被相続人が日本国籍であれば、その本国法は日本法です。
そのため、長年日本で生活し、財産の大部分も日本にあり、本人も日本国籍を取得しているのであれば、少なくとも「被相続人が外国籍であることを理由として外国の相続法を確認する」という問題は基本的には生じなくなります。
これは、将来相続手続を行う家族にとって、一つの大きな違いになる可能性があります。
帰化すれば国際相続の問題がすべてなくなるわけではない
ただし、帰化すれば国際相続に関する問題がすべて解消されるわけではありません。
例えば、帰化後も外国に不動産や預貯金などの財産を所有していれば、その財産について現地法や現地の手続が関係する可能性があります。
外国との税務上の関係が残っている場合には、外国の税法について確認が必要になることもあります。
したがって、
「帰化すれば相続は必ず簡単になる」
「帰化すれば相続税が安くなる」
という単純な話ではありません。
個人の財産状況、家族関係、国籍、海外との関係などによって事情は大きく異なります。
帰化するかどうかを考える一つの材料として
帰化するか、外国籍のまま日本で生活するか。
これは本人のアイデンティティや家族関係、母国とのつながりなども関係する非常に大きな選択です。
そのため、相続だけを理由に帰化した方がよいと一概に言うことはできません。
一方で、
・長期間日本で生活している
・今後も日本で生活する予定である
・自宅など主要な財産が日本にある
・子どもたちも日本で生活している
・子どもがすでに日本国籍を取得している
といった方の場合、将来の相続も帰化を考える際の一つの材料になるでしょう。
外国籍のまま亡くなれば、本国法や反致、外国の専門家への確認など、国内相続では通常生じない問題が発生する可能性があります。

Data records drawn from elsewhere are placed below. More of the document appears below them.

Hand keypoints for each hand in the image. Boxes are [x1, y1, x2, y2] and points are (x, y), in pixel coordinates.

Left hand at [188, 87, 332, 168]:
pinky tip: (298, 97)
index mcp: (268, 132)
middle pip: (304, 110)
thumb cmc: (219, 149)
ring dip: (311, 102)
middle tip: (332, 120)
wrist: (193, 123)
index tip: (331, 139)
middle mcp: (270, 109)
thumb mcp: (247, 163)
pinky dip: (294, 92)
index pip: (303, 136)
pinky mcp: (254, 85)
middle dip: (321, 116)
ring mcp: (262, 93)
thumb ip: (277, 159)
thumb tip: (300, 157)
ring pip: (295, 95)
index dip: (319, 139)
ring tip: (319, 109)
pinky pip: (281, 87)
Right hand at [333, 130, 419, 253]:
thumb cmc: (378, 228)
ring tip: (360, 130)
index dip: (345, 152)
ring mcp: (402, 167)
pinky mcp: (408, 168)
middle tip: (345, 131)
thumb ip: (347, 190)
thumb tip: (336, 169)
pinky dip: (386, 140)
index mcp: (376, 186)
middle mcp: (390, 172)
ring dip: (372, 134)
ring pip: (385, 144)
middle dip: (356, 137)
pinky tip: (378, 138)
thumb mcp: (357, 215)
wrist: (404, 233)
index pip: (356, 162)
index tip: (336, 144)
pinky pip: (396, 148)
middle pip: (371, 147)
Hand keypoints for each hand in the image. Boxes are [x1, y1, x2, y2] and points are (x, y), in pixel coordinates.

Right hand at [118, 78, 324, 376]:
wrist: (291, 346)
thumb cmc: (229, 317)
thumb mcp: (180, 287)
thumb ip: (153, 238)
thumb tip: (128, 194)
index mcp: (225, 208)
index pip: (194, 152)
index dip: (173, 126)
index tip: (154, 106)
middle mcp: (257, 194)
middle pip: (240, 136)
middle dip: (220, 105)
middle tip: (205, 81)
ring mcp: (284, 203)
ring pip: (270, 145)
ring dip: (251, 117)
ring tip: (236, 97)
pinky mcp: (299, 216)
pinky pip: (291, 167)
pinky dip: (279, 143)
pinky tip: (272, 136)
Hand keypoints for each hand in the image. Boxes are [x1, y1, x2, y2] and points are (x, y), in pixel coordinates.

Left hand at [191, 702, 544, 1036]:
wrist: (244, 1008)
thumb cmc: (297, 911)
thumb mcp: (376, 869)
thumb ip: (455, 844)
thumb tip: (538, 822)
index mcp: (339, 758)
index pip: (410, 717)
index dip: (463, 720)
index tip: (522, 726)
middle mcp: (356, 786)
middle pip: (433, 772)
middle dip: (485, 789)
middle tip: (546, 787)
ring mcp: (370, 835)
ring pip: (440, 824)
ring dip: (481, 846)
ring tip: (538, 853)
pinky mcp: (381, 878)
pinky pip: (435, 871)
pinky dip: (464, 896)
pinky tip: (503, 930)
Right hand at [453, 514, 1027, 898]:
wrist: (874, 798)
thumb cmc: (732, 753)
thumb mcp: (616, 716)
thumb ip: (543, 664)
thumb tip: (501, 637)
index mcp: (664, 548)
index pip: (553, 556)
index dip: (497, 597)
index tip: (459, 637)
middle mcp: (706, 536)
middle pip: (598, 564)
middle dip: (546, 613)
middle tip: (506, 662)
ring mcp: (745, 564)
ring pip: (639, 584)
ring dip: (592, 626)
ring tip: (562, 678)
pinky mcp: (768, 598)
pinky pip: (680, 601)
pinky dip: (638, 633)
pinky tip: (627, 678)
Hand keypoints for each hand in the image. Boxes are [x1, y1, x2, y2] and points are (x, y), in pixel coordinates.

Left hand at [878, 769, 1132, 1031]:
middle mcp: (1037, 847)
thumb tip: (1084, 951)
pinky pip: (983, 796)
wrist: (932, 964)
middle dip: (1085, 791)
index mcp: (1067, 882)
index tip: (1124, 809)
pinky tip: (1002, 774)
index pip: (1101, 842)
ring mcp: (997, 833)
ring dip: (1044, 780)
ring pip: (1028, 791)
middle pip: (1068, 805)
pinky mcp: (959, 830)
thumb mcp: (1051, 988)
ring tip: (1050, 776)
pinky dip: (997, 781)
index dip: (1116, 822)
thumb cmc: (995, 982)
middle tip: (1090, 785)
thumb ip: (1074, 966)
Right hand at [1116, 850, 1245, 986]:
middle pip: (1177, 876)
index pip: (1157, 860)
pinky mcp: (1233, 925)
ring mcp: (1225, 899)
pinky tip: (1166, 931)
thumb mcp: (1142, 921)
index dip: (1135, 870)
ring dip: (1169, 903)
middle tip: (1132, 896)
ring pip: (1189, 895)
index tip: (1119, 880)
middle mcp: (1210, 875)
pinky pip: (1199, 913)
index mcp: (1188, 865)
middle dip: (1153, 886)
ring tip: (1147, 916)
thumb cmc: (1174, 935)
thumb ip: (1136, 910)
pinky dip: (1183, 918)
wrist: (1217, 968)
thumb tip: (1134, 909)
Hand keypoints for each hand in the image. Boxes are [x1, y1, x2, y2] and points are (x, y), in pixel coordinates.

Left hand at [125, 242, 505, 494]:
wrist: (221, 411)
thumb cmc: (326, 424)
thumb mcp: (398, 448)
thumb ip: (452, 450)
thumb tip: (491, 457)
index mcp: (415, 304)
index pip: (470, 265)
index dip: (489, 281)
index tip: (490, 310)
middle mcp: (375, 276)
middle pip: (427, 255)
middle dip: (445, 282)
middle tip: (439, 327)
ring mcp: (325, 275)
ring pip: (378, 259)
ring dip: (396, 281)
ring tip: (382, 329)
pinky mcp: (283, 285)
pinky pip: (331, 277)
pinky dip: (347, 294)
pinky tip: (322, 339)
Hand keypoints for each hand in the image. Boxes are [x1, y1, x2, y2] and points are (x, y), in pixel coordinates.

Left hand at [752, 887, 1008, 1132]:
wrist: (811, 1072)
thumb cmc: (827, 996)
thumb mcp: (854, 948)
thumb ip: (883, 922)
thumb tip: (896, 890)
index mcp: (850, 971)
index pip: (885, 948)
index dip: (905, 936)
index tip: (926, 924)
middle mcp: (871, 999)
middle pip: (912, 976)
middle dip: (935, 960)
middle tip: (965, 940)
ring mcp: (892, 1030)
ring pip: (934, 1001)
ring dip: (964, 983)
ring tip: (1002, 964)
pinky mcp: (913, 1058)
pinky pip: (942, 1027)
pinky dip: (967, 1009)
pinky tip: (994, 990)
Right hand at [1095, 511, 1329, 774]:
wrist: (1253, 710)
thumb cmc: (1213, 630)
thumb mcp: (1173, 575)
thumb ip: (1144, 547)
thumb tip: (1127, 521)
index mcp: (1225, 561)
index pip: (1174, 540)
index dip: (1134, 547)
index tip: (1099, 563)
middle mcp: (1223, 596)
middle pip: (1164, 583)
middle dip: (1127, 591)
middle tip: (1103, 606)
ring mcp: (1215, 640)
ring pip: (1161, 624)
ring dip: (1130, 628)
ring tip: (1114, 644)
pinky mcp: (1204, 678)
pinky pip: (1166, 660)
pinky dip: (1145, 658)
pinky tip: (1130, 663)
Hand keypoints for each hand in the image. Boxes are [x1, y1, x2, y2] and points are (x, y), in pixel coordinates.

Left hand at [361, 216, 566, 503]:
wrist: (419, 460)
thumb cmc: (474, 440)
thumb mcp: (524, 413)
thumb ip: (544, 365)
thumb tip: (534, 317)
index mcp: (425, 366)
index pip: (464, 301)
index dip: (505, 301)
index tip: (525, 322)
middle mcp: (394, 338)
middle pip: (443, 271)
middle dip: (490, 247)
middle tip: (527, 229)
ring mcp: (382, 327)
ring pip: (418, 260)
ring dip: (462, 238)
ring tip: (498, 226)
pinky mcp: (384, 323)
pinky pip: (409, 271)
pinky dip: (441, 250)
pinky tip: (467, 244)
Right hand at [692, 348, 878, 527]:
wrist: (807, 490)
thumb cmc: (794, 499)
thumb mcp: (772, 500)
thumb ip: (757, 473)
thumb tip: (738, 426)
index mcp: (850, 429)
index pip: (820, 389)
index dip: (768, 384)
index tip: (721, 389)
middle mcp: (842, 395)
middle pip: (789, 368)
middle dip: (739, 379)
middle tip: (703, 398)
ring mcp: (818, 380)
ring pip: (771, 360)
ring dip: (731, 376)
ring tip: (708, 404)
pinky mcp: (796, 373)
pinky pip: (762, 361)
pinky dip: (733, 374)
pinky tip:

一方、帰化して日本国籍を取得すれば、少なくとも被相続人の外国籍を理由として外国の相続法が問題となる要素を一つ取り除くことができます。
帰化というと、選挙権や日本のパスポートなどが違いとして挙げられることが多いですが、**「自分が亡くなった後、残された家族がどのような相続手続をすることになるのか」**という視点から考えてみることも大切です。